Reproduce the records in full. Alter nothing.

Top of The input

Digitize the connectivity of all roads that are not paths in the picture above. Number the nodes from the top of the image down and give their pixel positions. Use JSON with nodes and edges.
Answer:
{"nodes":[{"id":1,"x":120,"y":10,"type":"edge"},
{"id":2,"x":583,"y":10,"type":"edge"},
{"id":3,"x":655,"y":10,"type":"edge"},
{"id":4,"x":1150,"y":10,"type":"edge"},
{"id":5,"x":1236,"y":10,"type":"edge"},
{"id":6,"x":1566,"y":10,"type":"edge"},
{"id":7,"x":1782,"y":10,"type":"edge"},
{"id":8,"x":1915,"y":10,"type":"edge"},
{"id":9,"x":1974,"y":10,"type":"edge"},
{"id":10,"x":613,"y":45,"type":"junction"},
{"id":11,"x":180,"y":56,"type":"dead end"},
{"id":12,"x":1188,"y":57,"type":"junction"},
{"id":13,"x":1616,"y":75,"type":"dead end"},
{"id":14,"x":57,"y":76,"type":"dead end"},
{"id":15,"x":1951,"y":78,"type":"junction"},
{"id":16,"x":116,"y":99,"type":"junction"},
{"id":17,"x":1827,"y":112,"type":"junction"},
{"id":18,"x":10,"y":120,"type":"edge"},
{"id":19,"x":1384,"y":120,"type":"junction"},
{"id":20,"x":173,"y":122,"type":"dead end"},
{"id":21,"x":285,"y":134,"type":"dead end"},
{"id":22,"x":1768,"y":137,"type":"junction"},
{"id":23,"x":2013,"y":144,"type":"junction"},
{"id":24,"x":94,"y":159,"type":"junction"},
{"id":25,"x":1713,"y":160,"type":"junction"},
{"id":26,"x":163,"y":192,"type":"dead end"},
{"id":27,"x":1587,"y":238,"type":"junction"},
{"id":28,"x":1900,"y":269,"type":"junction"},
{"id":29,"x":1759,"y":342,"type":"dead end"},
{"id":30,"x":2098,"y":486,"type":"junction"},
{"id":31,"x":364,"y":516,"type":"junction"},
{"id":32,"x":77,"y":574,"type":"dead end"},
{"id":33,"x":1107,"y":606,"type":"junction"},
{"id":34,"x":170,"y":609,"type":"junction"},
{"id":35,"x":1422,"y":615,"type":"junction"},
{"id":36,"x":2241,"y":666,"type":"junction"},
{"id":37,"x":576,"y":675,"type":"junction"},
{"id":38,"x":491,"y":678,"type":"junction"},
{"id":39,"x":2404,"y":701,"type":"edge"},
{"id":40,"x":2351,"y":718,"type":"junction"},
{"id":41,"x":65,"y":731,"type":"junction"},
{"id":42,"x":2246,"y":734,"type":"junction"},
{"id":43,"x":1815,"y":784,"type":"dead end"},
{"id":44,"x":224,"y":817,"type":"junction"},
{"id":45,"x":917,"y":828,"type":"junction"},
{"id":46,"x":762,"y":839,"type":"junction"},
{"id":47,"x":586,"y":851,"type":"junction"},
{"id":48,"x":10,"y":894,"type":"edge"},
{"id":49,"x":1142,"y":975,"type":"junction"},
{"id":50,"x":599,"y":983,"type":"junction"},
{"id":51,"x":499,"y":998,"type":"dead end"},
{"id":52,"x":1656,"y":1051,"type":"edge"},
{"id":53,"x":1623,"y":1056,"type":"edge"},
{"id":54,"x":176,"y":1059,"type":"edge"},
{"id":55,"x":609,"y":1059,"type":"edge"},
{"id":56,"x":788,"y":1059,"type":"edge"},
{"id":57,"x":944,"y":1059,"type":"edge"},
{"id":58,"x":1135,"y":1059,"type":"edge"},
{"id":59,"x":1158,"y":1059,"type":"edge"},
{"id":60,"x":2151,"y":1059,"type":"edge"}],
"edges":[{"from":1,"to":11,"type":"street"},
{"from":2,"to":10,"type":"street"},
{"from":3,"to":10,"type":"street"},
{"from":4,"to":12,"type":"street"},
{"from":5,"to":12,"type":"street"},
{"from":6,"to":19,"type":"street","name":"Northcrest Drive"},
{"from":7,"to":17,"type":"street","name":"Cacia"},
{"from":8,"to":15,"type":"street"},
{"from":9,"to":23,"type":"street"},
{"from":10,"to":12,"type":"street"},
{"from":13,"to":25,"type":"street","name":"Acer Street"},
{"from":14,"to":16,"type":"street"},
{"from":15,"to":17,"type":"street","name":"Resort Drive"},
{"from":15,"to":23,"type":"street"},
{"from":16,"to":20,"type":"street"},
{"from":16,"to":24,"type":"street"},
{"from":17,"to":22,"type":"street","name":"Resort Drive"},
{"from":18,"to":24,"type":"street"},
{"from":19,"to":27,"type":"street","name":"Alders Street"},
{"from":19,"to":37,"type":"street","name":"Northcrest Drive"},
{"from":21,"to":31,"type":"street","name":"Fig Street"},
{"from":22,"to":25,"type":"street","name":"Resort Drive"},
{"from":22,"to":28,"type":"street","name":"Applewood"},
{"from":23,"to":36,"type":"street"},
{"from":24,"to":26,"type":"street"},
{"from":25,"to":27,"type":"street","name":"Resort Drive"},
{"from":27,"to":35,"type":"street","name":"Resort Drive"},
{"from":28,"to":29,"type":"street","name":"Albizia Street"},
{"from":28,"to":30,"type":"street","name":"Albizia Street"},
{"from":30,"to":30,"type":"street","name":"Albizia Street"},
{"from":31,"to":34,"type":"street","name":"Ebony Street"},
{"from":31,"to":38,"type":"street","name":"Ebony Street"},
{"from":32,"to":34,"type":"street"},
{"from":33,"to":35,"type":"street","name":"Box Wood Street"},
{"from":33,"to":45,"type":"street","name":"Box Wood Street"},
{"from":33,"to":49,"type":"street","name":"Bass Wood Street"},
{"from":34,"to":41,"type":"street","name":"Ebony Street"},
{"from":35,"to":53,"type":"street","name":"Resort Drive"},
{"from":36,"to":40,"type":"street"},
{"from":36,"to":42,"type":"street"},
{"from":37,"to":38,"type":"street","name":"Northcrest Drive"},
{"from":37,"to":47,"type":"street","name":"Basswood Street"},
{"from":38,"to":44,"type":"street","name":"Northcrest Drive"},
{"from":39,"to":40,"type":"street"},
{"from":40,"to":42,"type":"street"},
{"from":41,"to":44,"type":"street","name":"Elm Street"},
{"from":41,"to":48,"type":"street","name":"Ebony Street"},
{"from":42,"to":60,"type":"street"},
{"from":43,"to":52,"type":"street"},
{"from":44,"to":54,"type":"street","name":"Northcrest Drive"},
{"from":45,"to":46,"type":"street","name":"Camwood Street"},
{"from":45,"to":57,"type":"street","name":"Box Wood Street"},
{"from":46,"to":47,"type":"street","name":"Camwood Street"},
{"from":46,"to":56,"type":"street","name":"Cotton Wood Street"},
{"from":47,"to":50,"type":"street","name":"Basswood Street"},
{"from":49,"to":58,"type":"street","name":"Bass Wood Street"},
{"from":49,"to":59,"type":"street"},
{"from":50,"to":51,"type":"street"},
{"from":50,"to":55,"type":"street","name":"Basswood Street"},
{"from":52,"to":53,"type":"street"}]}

Bottom of The input

### Expected answer
Digitize the connectivity of all roads that are not paths in the picture above. Number the nodes from the top of the image down and give their pixel positions. Use JSON with nodes and edges.
Answer:
{"nodes":[{"id":1,"x":120,"y":10,"type":"edge"},
{"id":2,"x":583,"y":10,"type":"edge"},
{"id":3,"x":655,"y":10,"type":"edge"},
{"id":4,"x":1150,"y":10,"type":"edge"},
{"id":5,"x":1236,"y":10,"type":"edge"},
{"id":6,"x":1566,"y":10,"type":"edge"},
{"id":7,"x":1782,"y":10,"type":"edge"},
{"id":8,"x":1915,"y":10,"type":"edge"},
{"id":9,"x":1974,"y":10,"type":"edge"},
{"id":10,"x":613,"y":45,"type":"junction"},
{"id":11,"x":180,"y":56,"type":"dead end"},
{"id":12,"x":1188,"y":57,"type":"junction"},
{"id":13,"x":1616,"y":75,"type":"dead end"},
{"id":14,"x":57,"y":76,"type":"dead end"},
{"id":15,"x":1951,"y":78,"type":"junction"},
{"id":16,"x":116,"y":99,"type":"junction"},
{"id":17,"x":1827,"y":112,"type":"junction"},
{"id":18,"x":10,"y":120,"type":"edge"},
{"id":19,"x":1384,"y":120,"type":"junction"},
{"id":20,"x":173,"y":122,"type":"dead end"},
{"id":21,"x":285,"y":134,"type":"dead end"},
{"id":22,"x":1768,"y":137,"type":"junction"},
{"id":23,"x":2013,"y":144,"type":"junction"},
{"id":24,"x":94,"y":159,"type":"junction"},
{"id":25,"x":1713,"y":160,"type":"junction"},
{"id":26,"x":163,"y":192,"type":"dead end"},
{"id":27,"x":1587,"y":238,"type":"junction"},
{"id":28,"x":1900,"y":269,"type":"junction"},
{"id":29,"x":1759,"y":342,"type":"dead end"},
{"id":30,"x":2098,"y":486,"type":"junction"},
{"id":31,"x":364,"y":516,"type":"junction"},
{"id":32,"x":77,"y":574,"type":"dead end"},
{"id":33,"x":1107,"y":606,"type":"junction"},
{"id":34,"x":170,"y":609,"type":"junction"},
{"id":35,"x":1422,"y":615,"type":"junction"},
{"id":36,"x":2241,"y":666,"type":"junction"},
{"id":37,"x":576,"y":675,"type":"junction"},
{"id":38,"x":491,"y":678,"type":"junction"},
{"id":39,"x":2404,"y":701,"type":"edge"},
{"id":40,"x":2351,"y":718,"type":"junction"},
{"id":41,"x":65,"y":731,"type":"junction"},
{"id":42,"x":2246,"y":734,"type":"junction"},
{"id":43,"x":1815,"y":784,"type":"dead end"},
{"id":44,"x":224,"y":817,"type":"junction"},
{"id":45,"x":917,"y":828,"type":"junction"},
{"id":46,"x":762,"y":839,"type":"junction"},
{"id":47,"x":586,"y":851,"type":"junction"},
{"id":48,"x":10,"y":894,"type":"edge"},
{"id":49,"x":1142,"y":975,"type":"junction"},
{"id":50,"x":599,"y":983,"type":"junction"},
{"id":51,"x":499,"y":998,"type":"dead end"},
{"id":52,"x":1656,"y":1051,"type":"edge"},
{"id":53,"x":1623,"y":1056,"type":"edge"},
{"id":54,"x":176,"y":1059,"type":"edge"},
{"id":55,"x":609,"y":1059,"type":"edge"},
{"id":56,"x":788,"y":1059,"type":"edge"},
{"id":57,"x":944,"y":1059,"type":"edge"},
{"id":58,"x":1135,"y":1059,"type":"edge"},
{"id":59,"x":1158,"y":1059,"type":"edge"},
{"id":60,"x":2151,"y":1059,"type":"edge"}],
"edges":[{"from":1,"to":11,"type":"street"},
{"from":2,"to":10,"type":"street"},
{"from":3,"to":10,"type":"street"},
{"from":4,"to":12,"type":"street"},
{"from":5,"to":12,"type":"street"},
{"from":6,"to":19,"type":"street","name":"Northcrest Drive"},
{"from":7,"to":17,"type":"street","name":"Cacia"},
{"from":8,"to":15,"type":"street"},
{"from":9,"to":23,"type":"street"},
{"from":10,"to":12,"type":"street"},
{"from":13,"to":25,"type":"street","name":"Acer Street"},
{"from":14,"to":16,"type":"street"},
{"from":15,"to":17,"type":"street","name":"Resort Drive"},
{"from":15,"to":23,"type":"street"},
{"from":16,"to":20,"type":"street"},
{"from":16,"to":24,"type":"street"},
{"from":17,"to":22,"type":"street","name":"Resort Drive"},
{"from":18,"to":24,"type":"street"},
{"from":19,"to":27,"type":"street","name":"Alders Street"},
{"from":19,"to":37,"type":"street","name":"Northcrest Drive"},
{"from":21,"to":31,"type":"street","name":"Fig Street"},
{"from":22,"to":25,"type":"street","name":"Resort Drive"},
{"from":22,"to":28,"type":"street","name":"Applewood"},
{"from":23,"to":36,"type":"street"},
{"from":24,"to":26,"type":"street"},
{"from":25,"to":27,"type":"street","name":"Resort Drive"},
{"from":27,"to":35,"type":"street","name":"Resort Drive"},
{"from":28,"to":29,"type":"street","name":"Albizia Street"},
{"from":28,"to":30,"type":"street","name":"Albizia Street"},
{"from":30,"to":30,"type":"street","name":"Albizia Street"},
{"from":31,"to":34,"type":"street","name":"Ebony Street"},
{"from":31,"to":38,"type":"street","name":"Ebony Street"},
{"from":32,"to":34,"type":"street"},
{"from":33,"to":35,"type":"street","name":"Box Wood Street"},
{"from":33,"to":45,"type":"street","name":"Box Wood Street"},
{"from":33,"to":49,"type":"street","name":"Bass Wood Street"},
{"from":34,"to":41,"type":"street","name":"Ebony Street"},
{"from":35,"to":53,"type":"street","name":"Resort Drive"},
{"from":36,"to":40,"type":"street"},
{"from":36,"to":42,"type":"street"},
{"from":37,"to":38,"type":"street","name":"Northcrest Drive"},
{"from":37,"to":47,"type":"street","name":"Basswood Street"},
{"from":38,"to":44,"type":"street","name":"Northcrest Drive"},
{"from":39,"to":40,"type":"street"},
{"from":40,"to":42,"type":"street"},
{"from":41,"to":44,"type":"street","name":"Elm Street"},
{"from":41,"to":48,"type":"street","name":"Ebony Street"},
{"from":42,"to":60,"type":"street"},
{"from":43,"to":52,"type":"street"},
{"from":44,"to":54,"type":"street","name":"Northcrest Drive"},
{"from":45,"to":46,"type":"street","name":"Camwood Street"},
{"from":45,"to":57,"type":"street","name":"Box Wood Street"},
{"from":46,"to":47,"type":"street","name":"Camwood Street"},
{"from":46,"to":56,"type":"street","name":"Cotton Wood Street"},
{"from":47,"to":50,"type":"street","name":"Basswood Street"},
{"from":49,"to":58,"type":"street","name":"Bass Wood Street"},
{"from":49,"to":59,"type":"street"},
{"from":50,"to":51,"type":"street"},
{"from":50,"to":55,"type":"street","name":"Basswood Street"},
{"from":52,"to":53,"type":"street"}]}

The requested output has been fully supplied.